*Data listing*:
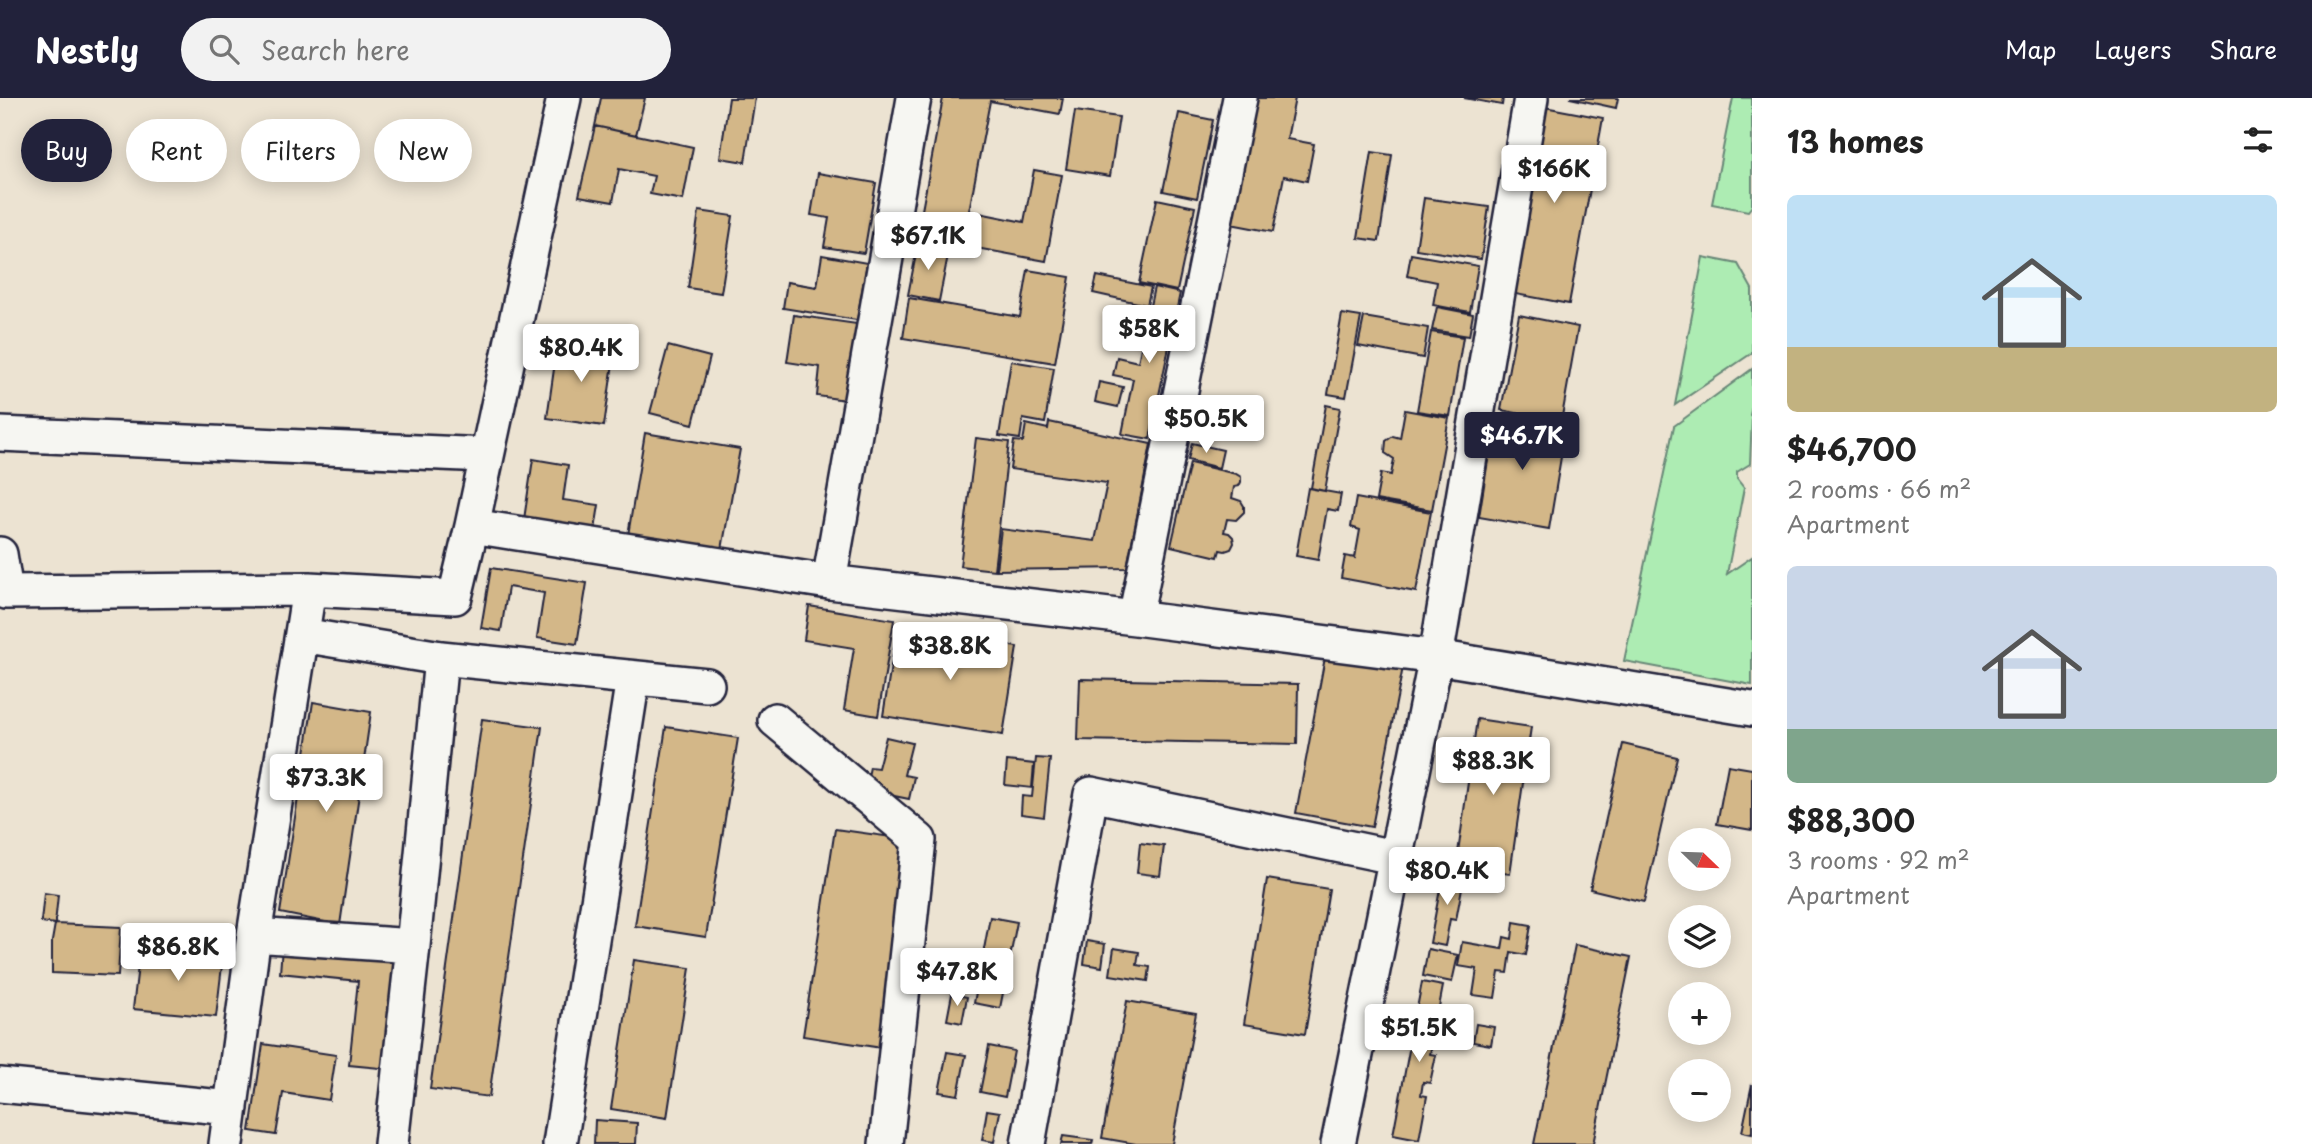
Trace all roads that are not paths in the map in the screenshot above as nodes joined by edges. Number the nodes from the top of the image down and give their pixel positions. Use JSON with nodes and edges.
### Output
{"nodes":[{"id":1,"x":564,"y":98,"type":"edge"},
{"id":2,"x":914,"y":98,"type":"edge"},
{"id":3,"x":1240,"y":98,"type":"edge"},
{"id":4,"x":1531,"y":98,"type":"edge"},
{"id":5,"x":1,"y":434,"type":"edge"},
{"id":6,"x":487,"y":455,"type":"junction"},
{"id":7,"x":472,"y":526,"type":"junction"},
{"id":8,"x":0,"y":554,"type":"edge"},
{"id":9,"x":829,"y":582,"type":"junction"},
{"id":10,"x":309,"y":589,"type":"junction"},
{"id":11,"x":1135,"y":618,"type":"junction"},
{"id":12,"x":302,"y":635,"type":"junction"},
{"id":13,"x":1436,"y":657,"type":"junction"},
{"id":14,"x":441,"y":658,"type":"junction"},
{"id":15,"x":633,"y":678,"type":"junction"},
{"id":16,"x":707,"y":685,"type":"dead end"},
{"id":17,"x":1752,"y":709,"type":"edge"},
{"id":18,"x":775,"y":720,"type":"dead end"},
{"id":19,"x":1394,"y":857,"type":"junction"},
{"id":20,"x":254,"y":935,"type":"junction"},
{"id":21,"x":413,"y":946,"type":"junction"},
{"id":22,"x":0,"y":1084,"type":"edge"},
{"id":23,"x":231,"y":1108,"type":"junction"},
{"id":24,"x":226,"y":1144,"type":"edge"},
{"id":25,"x":391,"y":1144,"type":"edge"},
{"id":26,"x":560,"y":1144,"type":"edge"},
{"id":27,"x":886,"y":1144,"type":"edge"},
{"id":28,"x":1028,"y":1144,"type":"edge"},
{"id":29,"x":1338,"y":1144,"type":"edge"}],
"edges":[{"from":1,"to":6,"type":"street"},
{"from":2,"to":9,"type":"street"},
{"from":3,"to":11,"type":"street"},
{"from":4,"to":13,"type":"street"},
{"from":5,"to":6,"type":"street"},
{"from":6,"to":7,"type":"street"},
{"from":7,"to":9,"type":"street"},
{"from":7,"to":10,"type":"street"},
{"from":8,"to":10,"type":"street"},
{"from":9,"to":11,"type":"street"},
{"from":10,"to":12,"type":"street"},
{"from":11,"to":13,"type":"street"},
{"from":12,"to":14,"type":"street"},
{"from":12,"to":20,"type":"street"},
{"from":13,"to":17,"type":"street"},
{"from":13,"to":19,"type":"street"},
{"from":14,"to":15,"type":"street"},
{"from":14,"to":21,"type":"street"},
{"from":15,"to":16,"type":"street"},
{"from":15,"to":26,"type":"street"},
{"from":18,"to":27,"type":"street"},
{"from":19,"to":28,"type":"street"},
{"from":19,"to":29,"type":"street"},
{"from":20,"to":21,"type":"street"},
{"from":20,"to":23,"type":"street"},
{"from":21,"to":25,"type":"street"},
{"from":22,"to":23,"type":"street"},
{"from":23,"to":24,"type":"street"}]}
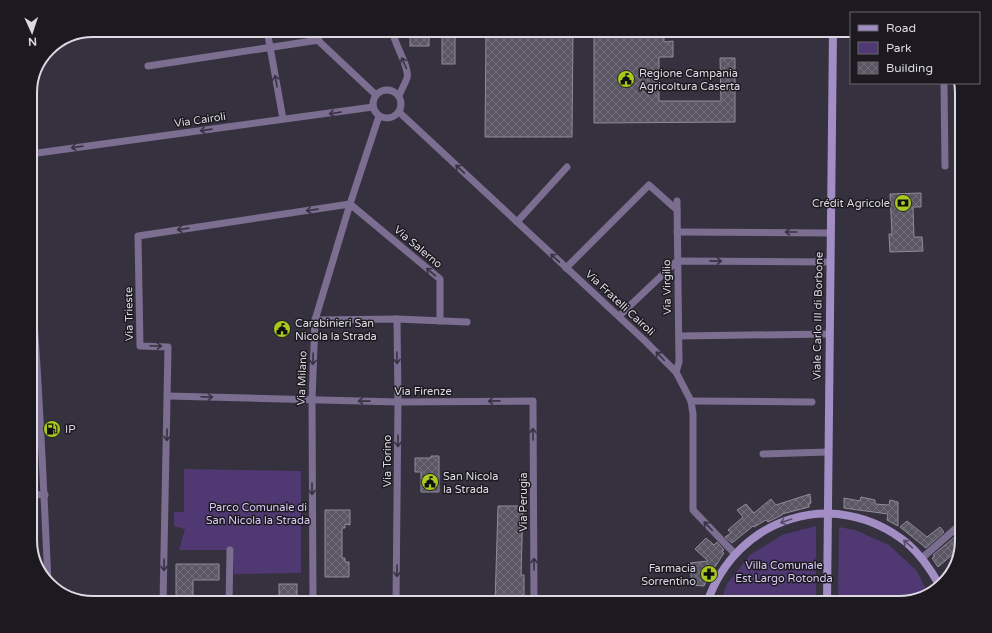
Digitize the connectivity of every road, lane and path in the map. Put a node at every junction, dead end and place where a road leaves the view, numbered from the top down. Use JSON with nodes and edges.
{"nodes":[{"id":1,"x":268,"y":37,"type":"edge"},
{"id":2,"x":315,"y":37,"type":"edge"},
{"id":3,"x":393,"y":37,"type":"edge"},
{"id":4,"x":833,"y":37,"type":"edge"},
{"id":5,"x":318,"y":40,"type":"junction"},
{"id":6,"x":269,"y":47,"type":"junction"},
{"id":7,"x":148,"y":66,"type":"dead end"},
{"id":8,"x":944,"y":84,"type":"edge"},
{"id":9,"x":376,"y":95,"type":"junction"},
{"id":10,"x":399,"y":96,"type":"junction"},
{"id":11,"x":373,"y":107,"type":"junction"},
{"id":12,"x":399,"y":112,"type":"junction"},
{"id":13,"x":379,"y":116,"type":"junction"},
{"id":14,"x":283,"y":120,"type":"junction"},
{"id":15,"x":37,"y":153,"type":"edge"},
{"id":16,"x":945,"y":166,"type":"dead end"},
{"id":17,"x":567,"y":168,"type":"dead end"},
{"id":18,"x":677,"y":201,"type":"dead end"},
{"id":19,"x":350,"y":204,"type":"junction"},
{"id":20,"x":677,"y":210,"type":"junction"},
{"id":21,"x":517,"y":222,"type":"junction"},
{"id":22,"x":677,"y":232,"type":"junction"},
{"id":23,"x":830,"y":233,"type":"junction"},
{"id":24,"x":677,"y":261,"type":"junction"},
{"id":25,"x":830,"y":262,"type":"junction"},
{"id":26,"x":566,"y":268,"type":"junction"},
{"id":27,"x":619,"y":316,"type":"junction"},
{"id":28,"x":397,"y":319,"type":"junction"},
{"id":29,"x":315,"y":320,"type":"junction"},
{"id":30,"x":440,"y":321,"type":"junction"},
{"id":31,"x":466,"y":322,"type":"dead end"},
{"id":32,"x":829,"y":334,"type":"junction"},
{"id":33,"x":679,"y":336,"type":"junction"},
{"id":34,"x":676,"y":372,"type":"junction"},
{"id":35,"x":168,"y":396,"type":"junction"},
{"id":36,"x":37,"y":399,"type":"edge"},
{"id":37,"x":312,"y":400,"type":"junction"},
{"id":38,"x":533,"y":401,"type":"joint"},
{"id":39,"x":691,"y":401,"type":"junction"},
{"id":40,"x":398,"y":402,"type":"junction"},
{"id":41,"x":812,"y":402,"type":"dead end"},
{"id":42,"x":828,"y":452,"type":"junction"},
{"id":43,"x":763,"y":454,"type":"dead end"},
{"id":44,"x":37,"y":494,"type":"edge"},
{"id":45,"x":45,"y":494,"type":"junction"},
{"id":46,"x":828,"y":514,"type":"junction"},
{"id":47,"x":955,"y":530,"type":"edge"},
{"id":48,"x":230,"y":550,"type":"dead end"},
{"id":49,"x":735,"y":554,"type":"junction"},
{"id":50,"x":922,"y":558,"type":"junction"},
{"id":51,"x":48,"y":572,"type":"edge"},
{"id":52,"x":937,"y":581,"type":"edge"},
{"id":53,"x":163,"y":596,"type":"edge"},
{"id":54,"x":229,"y":596,"type":"edge"},
{"id":55,"x":313,"y":596,"type":"edge"},
{"id":56,"x":396,"y":596,"type":"edge"},
{"id":57,"x":534,"y":596,"type":"edge"},
{"id":58,"x":710,"y":596,"type":"edge"},
{"id":59,"x":827,"y":596,"type":"edge"}],
"edges":[{"from":1,"to":6,"type":"street"},
{"from":2,"to":5,"type":"street"},
{"from":10,"to":3,"type":"street","one_way":true},
{"from":4,"to":23,"type":"main road","name":"Viale Carlo III di Borbone"},
{"from":5,"to":6,"type":"street"},
{"from":5,"to":9,"type":"street"},
{"from":6,"to":7,"type":"street"},
{"from":14,"to":6,"type":"street","one_way":true},
{"from":8,"to":16,"type":"street"},
{"from":9,"to":10,"type":"street"},
{"from":9,"to":11,"type":"street"},
{"from":10,"to":12,"type":"street"},
{"from":11,"to":13,"type":"street"},
{"from":11,"to":14,"type":"street","name":"Via Cairoli","one_way":true},
{"from":12,"to":13,"type":"street"},
{"from":21,"to":12,"type":"street","name":"Via Fratelli Cairoli","one_way":true},
{"from":13,"to":19,"type":"street","name":"Via Milano"},
{"from":14,"to":15,"type":"street","name":"Via Cairoli","one_way":true},
{"from":17,"to":21,"type":"street"},
{"from":18,"to":20,"type":"street","name":"Via Virgilio"},
{"from":19,"to":29,"type":"street","name":"Via Milano"},
{"from":30,"to":19,"type":"street","name":"Via Salerno","one_way":true},
{"from":19,"to":35,"type":"street","name":"Via Trieste","one_way":true},
{"from":20,"to":22,"type":"street","name":"Via Virgilio"},
{"from":20,"to":26,"type":"street"},
{"from":26,"to":21,"type":"street","name":"Via Fratelli Cairoli","one_way":true},
{"from":23,"to":22,"type":"street","one_way":true},
{"from":22,"to":24,"type":"street","name":"Via Virgilio"},
{"from":23,"to":25,"type":"main road","name":"Viale Carlo III di Borbone"},
{"from":24,"to":25,"type":"street","one_way":true},
{"from":24,"to":27,"type":"street"},
{"from":24,"to":33,"type":"street","name":"Via Virgilio"},
{"from":25,"to":32,"type":"main road","name":"Viale Carlo III di Borbone"},
{"from":26,"to":27,"type":"street","name":"Via Fratelli Cairoli"},
{"from":34,"to":27,"type":"street","name":"Via Fratelli Cairoli","one_way":true},
{"from":28,"to":29,"type":"street"},
{"from":28,"to":30,"type":"street"},
{"from":28,"to":40,"type":"street","name":"Via Torino","one_way":true},
{"from":29,"to":37,"type":"street","name":"Via Milano","one_way":true},
{"from":30,"to":31,"type":"street"},
{"from":32,"to":33,"type":"street"},
{"from":32,"to":42,"type":"main road","name":"Viale Carlo III di Borbone"},
{"from":33,"to":34,"type":"street","name":"Via Virgilio"},
{"from":34,"to":39,"type":"street","name":"Via Fratelli Cairoli"},
{"from":35,"to":37,"type":"street","name":"Via Firenze","one_way":true},
{"from":35,"to":53,"type":"street","name":"Via Trieste","one_way":true},
{"from":36,"to":45,"type":"street"},
{"from":40,"to":37,"type":"street","name":"Via Firenze","one_way":true},
{"from":37,"to":55,"type":"street","name":"Via Milano","one_way":true},
{"from":38,"to":40,"type":"street","name":"Via Firenze","one_way":true},
{"from":57,"to":38,"type":"street","name":"Via Perugia","one_way":true},
{"from":39,"to":41,"type":"street"},
{"from":49,"to":39,"type":"street","name":"Via Fratelli Cairoli","one_way":true},
{"from":40,"to":56,"type":"street","name":"Via Torino","one_way":true},
{"from":42,"to":43,"type":"street"},
{"from":42,"to":46,"type":"main road","name":"Viale Carlo III di Borbone"},
{"from":44,"to":45,"type":"street"},
{"from":45,"to":51,"type":"street"},
{"from":46,"to":49,"type":"main road","one_way":true},
{"from":50,"to":46,"type":"main road","one_way":true},
{"from":46,"to":59,"type":"main road","name":"Viale Carlo III di Borbone"},
{"from":47,"to":50,"type":"street"},
{"from":48,"to":54,"type":"street"},
{"from":49,"to":58,"type":"main road"},
{"from":50,"to":52,"type":"main road"}]}
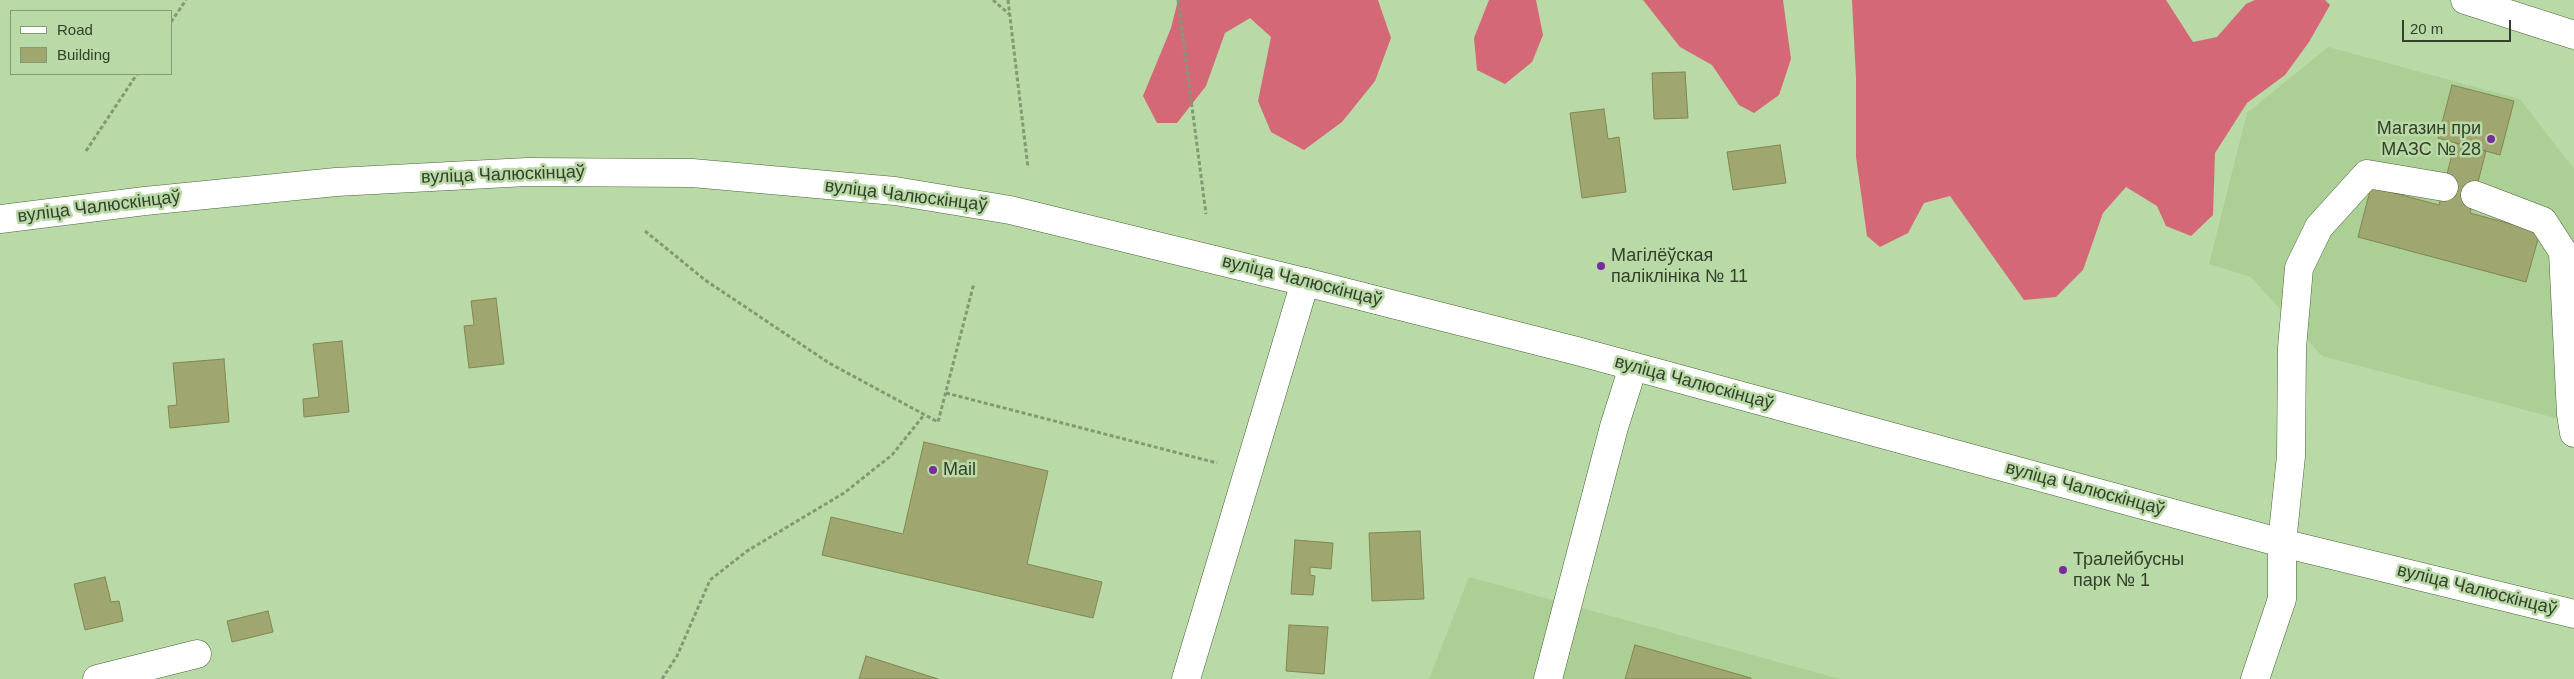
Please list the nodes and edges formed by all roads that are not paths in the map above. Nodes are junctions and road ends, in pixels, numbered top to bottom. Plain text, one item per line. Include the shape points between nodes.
1 (2465, 0) edge
2 (2574, 35) edge
3 (2444, 187) dead end
4 (2475, 195) dead end
5 (0, 219) edge
6 (1305, 282) junction
7 (1633, 367) junction
8 (2574, 433) edge
9 (2282, 543) junction
10 (2574, 614) edge
11 (197, 654) dead end
12 (97, 679) edge
13 (1186, 679) edge
14 (1548, 679) edge
15 (2255, 679) edge

1 - 2 main road
3 - 9 main road via 2367,174 2319,227 2299,268 2292,348 2291,456
4 - 8 main road via 2543,221 2563,252 2570,414
5 - 6 main road, вуліца Чалюскінцаў via 145,200 336,182 527,172 692,173 895,191 1010,210
6 - 7 main road, вуліца Чалюскінцаў
6 - 13 main road
7 - 9 main road, вуліца Чалюскінцаў
7 - 14 main road
9 - 10 main road, вуліца Чалюскінцаў
9 - 15 main road via 2282,599
11 - 12 main road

*Brief*:
Give the count of lines in the listing above that include "Virgilio", with no other words.

*Response area*:
5